Photovoltaik 02.04.1999, 17:21 Uhr

100 000 Solarzellendächer – und dann viele Investitionsruinen

Hochgeschraubt sind die Erwartungen an die Photovoltaik und das 100 000- Solardächer-Programm. Daß zur Sonnenenergie sinnvolle Alternativen bestehen, erläutert nachfolgend der ehemalige ABB-Vorstand Dr.-Ing. Bertold Romacker.

Solargeneratoren bewähren sich seit Jahrzehnten bei der Stromversorgung von Satelliten. Die Investitionskosten dafür spielen im Vergleich zum Gesamtpreis eines Satellitensystems keine Rolle. Interessante terrestrische Anwendungen der Photovoltaik ergeben sich dort, wo die Infrastruktur keinen Zugang zum weltumspannenden Stromnetz zur Verfügung stellt, etwa zur Versorgung nachrichtentechnischer Einrichtungen auf Bergen oder zum Heraufpumpen von Grundwasser in Wüstengegenden.
Ist die Photovoltaik aber auch geeignet, einen signifikanten Beitrag zur Lösung der grundsätzlichen Energieprobleme einschließlich des Treibhauseffektes zu leisten? Können fossile oder atomare Großkraftwerke nennenswert entlastet oder gar abgelöst werden? Genau in diese Richtung zielt das 100 000-Dächer-Programm, das die neue Bundesregierung aufgelegt hat, denn der Strom aus den Solarzellendächern soll ja in das allgemeine Stromnetz eingespeist werden. Die volkswirtschaftlichen Auswirkungen dieses Programms lassen sich leicht abschätzen.

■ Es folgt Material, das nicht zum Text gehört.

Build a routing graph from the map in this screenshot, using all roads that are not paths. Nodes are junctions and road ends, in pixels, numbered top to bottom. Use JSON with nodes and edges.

100 000 Dach-Solargeneratoren von jeweils 3 kW Leistung erbringen eine installierte Gesamtleistung von 300 000 kW. Demgegenüber hat ein großes Kernkraftwerk oder Kohlekraftwerk eine Leistung von 1 300 000 kW. Unsere Solardächer bringen es auf 23 % der Leistung eines konventionellen Großkraftwerkes. Es wäre ein Fehlschluß anzunehmen, wir könnten jetzt fast ein Viertel der Energielieferung eines Großkraftwerkes durch Solarenergie ersetzen. Die jährliche Laufzeit des Großkraftwerkes ist nämlich deutlich höher.

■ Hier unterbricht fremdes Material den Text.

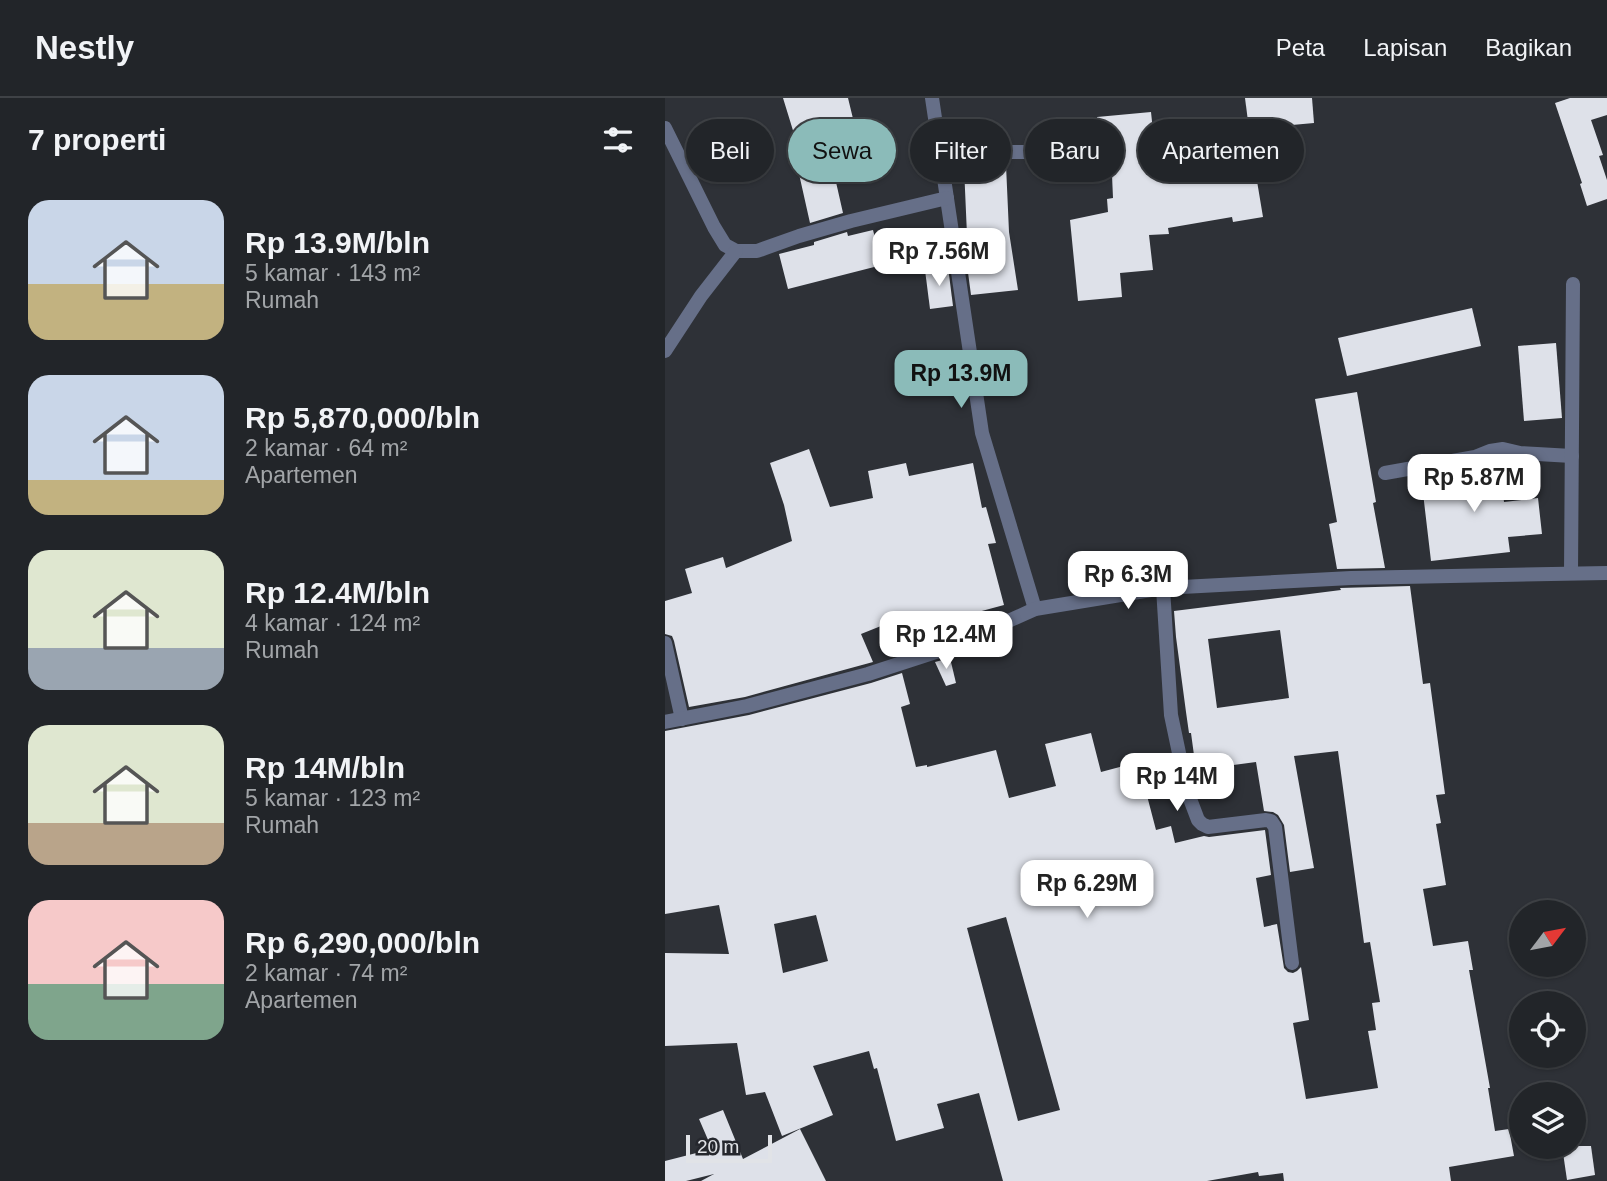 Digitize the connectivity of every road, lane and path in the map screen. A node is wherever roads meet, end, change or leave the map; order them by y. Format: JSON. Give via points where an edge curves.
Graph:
{"nodes":[{"id":1,"x":932,"y":98,"type":"edge"},
{"id":2,"x":935,"y":119,"type":"edge"},
{"id":3,"x":665,"y":128,"type":"edge"},
{"id":4,"x":944,"y":182,"type":"edge"},
{"id":5,"x":947,"y":198,"type":"junction"},
{"id":6,"x":736,"y":251,"type":"junction"},
{"id":7,"x":1573,"y":284,"type":"dead end"},
{"id":8,"x":665,"y":351,"type":"edge"},
{"id":9,"x":1572,"y":456,"type":"junction"},
{"id":10,"x":1385,"y":473,"type":"dead end"},
{"id":11,"x":1571,"y":573,"type":"junction"},
{"id":12,"x":1607,"y":573,"type":"edge"},
{"id":13,"x":1163,"y":588,"type":"junction"},
{"id":14,"x":1035,"y":609,"type":"junction"},
{"id":15,"x":665,"y":643,"type":"edge"},
{"id":16,"x":682,"y":719,"type":"junction"},
{"id":17,"x":665,"y":722,"type":"edge"},
{"id":18,"x":1292,"y":963,"type":"dead end"}],
"edges":[{"from":1,"to":2,"type":"street"},
{"from":3,"to":6,"type":"street","via":[[714,227],[725,245]]},
{"from":4,"to":5,"type":"street"},
{"from":5,"to":6,"type":"street","via":[[851,221],[757,251]]},
{"from":5,"to":14,"type":"street","via":[[982,433]]},
{"from":6,"to":8,"type":"street"},
{"from":7,"to":9,"type":"street"},
{"from":9,"to":10,"type":"street","via":[[1503,449]]},
{"from":9,"to":11,"type":"street"},
{"from":11,"to":12,"type":"street"},
{"from":11,"to":13,"type":"street"},
{"from":13,"to":14,"type":"street"},
{"from":13,"to":18,"type":"street","via":[[1171,715],[1188,791],[1198,820],[1208,827],[1266,820],[1276,827]]},
{"from":14,"to":16,"type":"street","via":[[951,647],[868,674]]},
{"from":15,"to":16,"type":"street"},
{"from":16,"to":17,"type":"street"}]}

Das konventionelle Großkraftwerk liefert 10 Mrd. kWh/Jahr. Jeder Pfennig Zusatzkosten für die Kilowattstunde bedeutet eine volkswirtschaftliche Belastung von 100 Mio. DM pro Jahr. Die Kosten für photovoltaisch auf Dächern oder Fassaden erzeugtem Solarstrom werden auch langfristig nicht unter 0,3 DM/kWh fallen. Wer glaubt, mit Solarzellendächern einen merklichen Beitrag zur großtechnischen Energieversorgung leisten zu können, der hat noch nie nachgerechnet, was das kosten würde. Allein die auf die Dächer verteilte Anlagentechnik stellt bereits eine nicht zu überwindende Kostenhürde für den großtechnischen Einsatz von Solarstrom dar. Das 100 000-Dächer-Programm ist ein unüberlegter Schnellschuß, Aktionismus um seiner selbst willen, eine Verschleuderung volkswirtschaftlichen Vermögens. Was bliebe nach 15 Jahren übrig? Wahrscheinlich Zehntausende über das Land verteilter kleiner Investitionsruinen.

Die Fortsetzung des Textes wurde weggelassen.